LOO-CV and Bayes factor gave similar results in the previous example. The results are qualitatively the same: the (true) robust regression model is preferred over the (false) normal regression model. Both methods give quantitative results, too. But here only the Bayes factor results have a clear intuitive interpretation.

In this section we will explore the main conceptual difference between LOO-CV and Bayes factors, which is:

  • LOO-CV compares models from a data-informed, ex post point of view based on a (repeatedly computed) posterior predictive distribution
  • Bayes factor model comparison takes a data-blind, ex ante point of view based on the prior predictive distribution

What does that mean in practice? – To see the crucial difference, imagine that you have tons of data, so much that they completely trump your prior. LOO-CV can use this data to emancipate itself from any wrong or too uninformative prior structure. Bayes factor comparison cannot. If a Bayesian model is a likelihood function AND a prior, Bayes factors give the genuine Bayesian comparison, taking the prior into account. That is what you want when your prior structure are really part of your theoretical commitment. If you are looking for prediction based on weak priors AND a ton of data to train on, you should not use Bayes factors.

To see the influence of priors on model comparison, we are going to look at a very simple data set generated from a standard normal distribution.

Toggle code
# number of observations
N <- 100
# data from a standard normal
y <- rnorm(N)
# list of data for Stan
data_normal <- tibble(y = y)
Exercise 1a

Use brms to implement two models for inferring a Gaussian distribution.
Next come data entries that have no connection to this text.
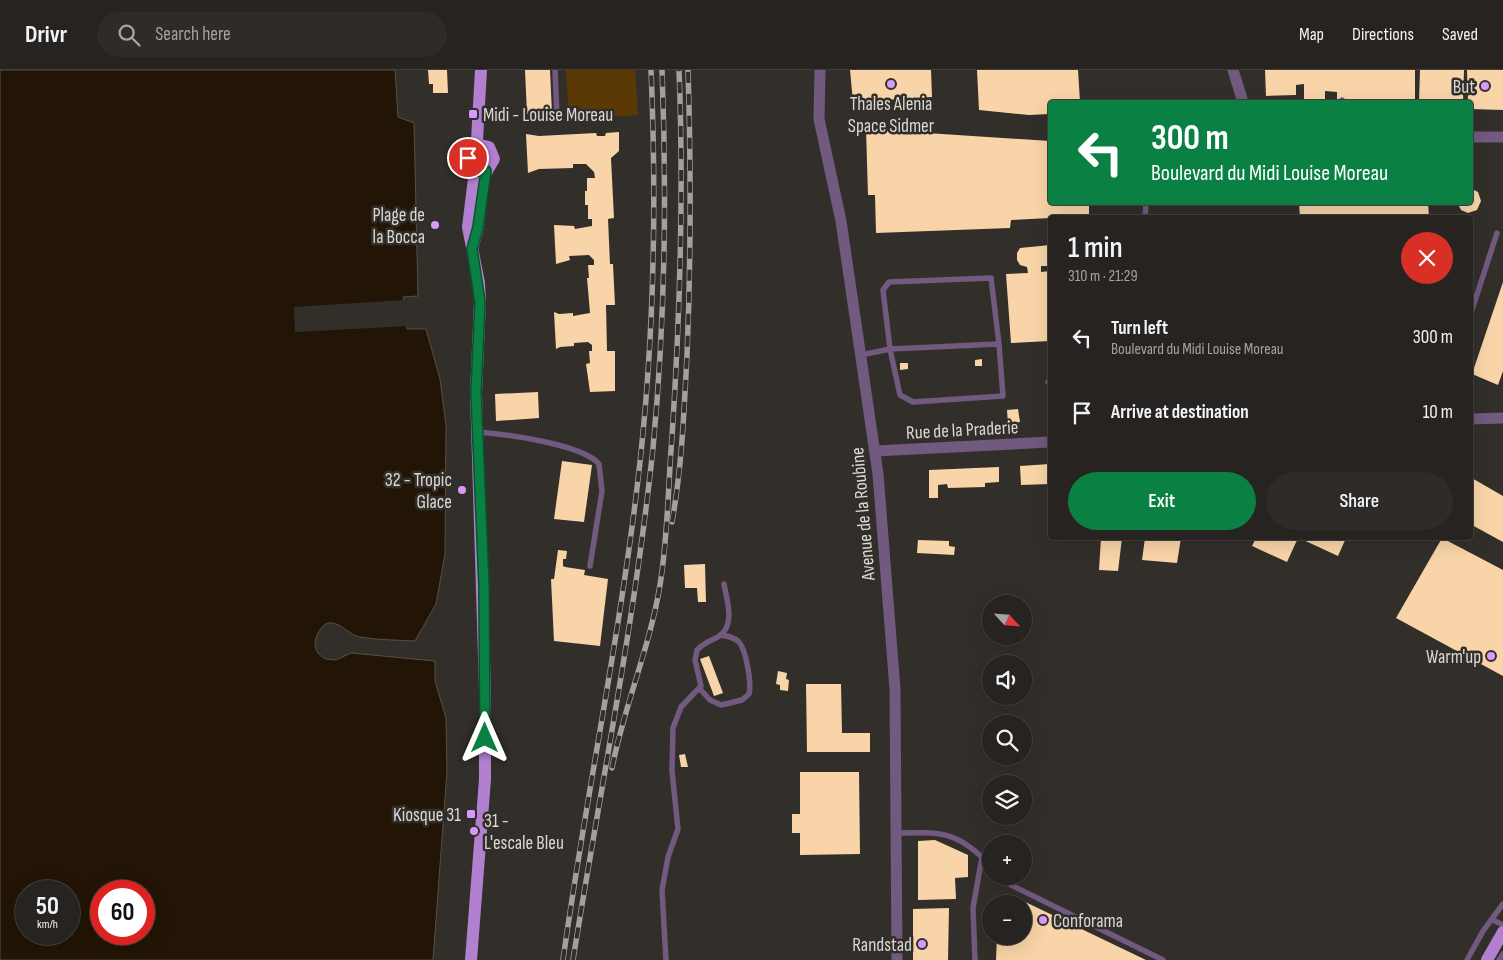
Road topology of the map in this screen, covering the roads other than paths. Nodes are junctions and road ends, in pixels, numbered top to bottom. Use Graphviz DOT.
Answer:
graph roads {
  1 [pos="481,70"];
  2 [pos="486,70"];
  3 [pos="555,70"];
  4 [pos="820,70"];
  5 [pos="1233,70"];
  6 [pos="1242,100"];
  7 [pos="542,118"];
  8 [pos="1473,137"];
  9 [pos="1503,137"];
  10 [pos="480,146"];
  11 [pos="481,170"];
  12 [pos="1497,233"];
  13 [pos="1473,307"];
  14 [pos="999,344"];
  15 [pos="890,349"];
  16 [pos="861,355"];
  17 [pos="1503,418"];
  18 [pos="1473,419"];
  19 [pos="477,432"];
  20 [pos="1048,442"];
  21 [pos="875,451"];
  22 [pos="590,566"];
  23 [pos="724,584"];
  24 [pos="720,636"];
  25 [pos="700,689"];
  26 [pos="896,833"];
  27 [pos="982,857"];
  28 [pos="1010,885"];
  29 [pos="1503,904"];
  30 [pos="1494,920"];
  31 [pos="1503,925"];
  32 [pos="1503,932"];
  33 [pos="1503,954"];
  34 [pos="471,960"];
  35 [pos="666,960"];
  36 [pos="897,960"];
  37 [pos="975,960"];
  38 [pos="1163,960"];
  39 [pos="1467,960"];
  40 [pos="1487,960"];
  41 [pos="1500,960"];
  1 -- 10 [label="main road"];
  2 -- 10 [label="main road"];
  3 -- 7 [label="lane"];
  4 -- 16 [label="street, Avenue de la Roubine"];
  5 -- 6 [label="street"];
  8 -- 9 [label="street"];
  10 -- 11 [label="main road"];
  10 -- 11 [label="main road"];
  11 -- 19 [label="main road"];
  12 -- 13 [label="lane"];
  14 -- 15 [label="lane"];
  14 -- 15 [label="lane"];
  14 -- 15 [label="lane"];
  15 -- 16 [label="lane"];
  16 -- 21 [label="street, Avenue de la Roubine"];
  17 -- 18 [label="street"];
  19 -- 22 [label="lane"];
  19 -- 34 [label="main road"];
  20 -- 21 [label="street, Rue de la Praderie"];
  21 -- 26 [label="street, Avenue de la Roubine"];
  23 -- 24 [label="lane"];
  24 -- 25 [label="lane"];
  24 -- 25 [label="lane"];
  25 -- 35 [label="lane"];
  26 -- 27 [label="lane"];
  26 -- 36 [label="street, Avenue de la Roubine"];
  27 -- 37 [label="lane"];
  28 -- 38 [label="lane"];
  29 -- 30 [label="lane"];
  30 -- 31 [label="lane"];
  30 -- 39 [label="lane"];
  32 -- 40 [label="main road"];
  33 -- 41 [label="lane"];
}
  • The first one has narrow priors for its parameters (mu and sigma), namely a Student’s \(t\) distribution with \(\nu = 1\), \(\mu = 0\) and \(\sigma = 10\).
  • The second one has wide priors for its parameters (mu and sigma), namely a Student’s \(t\) distribution with \(\nu = 1\), \(\mu = 0\) and \(\sigma = 1000\).
Toggle code
fit_narrow <- brm(
  formula = y ~ 1,
  data = data_normal,
  prior = c(prior("student_t(1,0,10)", class = "Intercept"),
            prior("student_t(1,0,10)", class = "sigma"))
)
fit_wide <- brm(
  formula = y ~ 1,
  data = data_normal,
  prior = c(prior("student_t(1,0,1000)", class = "Intercept"),
            prior("student_t(1,0,1000)", class = "sigma"))
)
Exercise 1b

Compare the models with LOO-CV, using the loo package, and interpret the outcome.

Toggle code
loo_compare(
  list(
    wide   = loo(fit_wide),
    narrow = loo(fit_narrow)
  )
)
       elpd_diff se_diff
narrow  0.0       0.0   
wide   -0.1       0.0   

The models are pretty much incomparable (equally good/bad) based on the LOO-CV.

Exercise 1c

Use the bridgesampling package to find an (approximate) Bayes factor for this model comparison.

Toggle code
if (rerun_models) {
  fit_narrow_4Bridge <- update(
    object = fit_narrow,
    iter = 5e5,
    save_pars = save_pars(all = TRUE)
  )
  
  fit_wide_4Bridge <- update(
    object = fit_wide,
    iter = 5e5,
    save_pars = save_pars(all = TRUE)
  )
  
  narrow_bridge <- bridge_sampler(fit_narrow_4Bridge, silent = T)
  write_rds(narrow_bridge, "06-narrow_bridge.rds")
  
  wide_bridge   <- bridge_sampler(fit_wide_4Bridge, silent = T)
  write_rds(wide_bridge, "06-wide_bridge.rds")
  
} else {
  narrow_bridge <- read_rds("06-narrow_bridge.rds")  
  wide_bridge <- read_rds("06-wide_bridge.rds")
}

bridgesampling::bf(narrow_bridge, wide_bridge)
Estimated Bayes factor in favor of narrow_bridge over wide_bridge: 9868.34657

The Bayes factors in favor of the narrow model is about 10000. That’s massive evidence that, from a prior point of view, the narrow model is much better.

Exercise 1d

If all went well, you should have seen a difference between the LOO-based and the BF-based model comparison. Explain what’s going on in your own words.

Since BF-based comparison looks at the models from the prior point of view, the model with wide priors is less precise, puts prior weight on a lot of “bad” paramter values and so achieves a very weak prior predicitive fit.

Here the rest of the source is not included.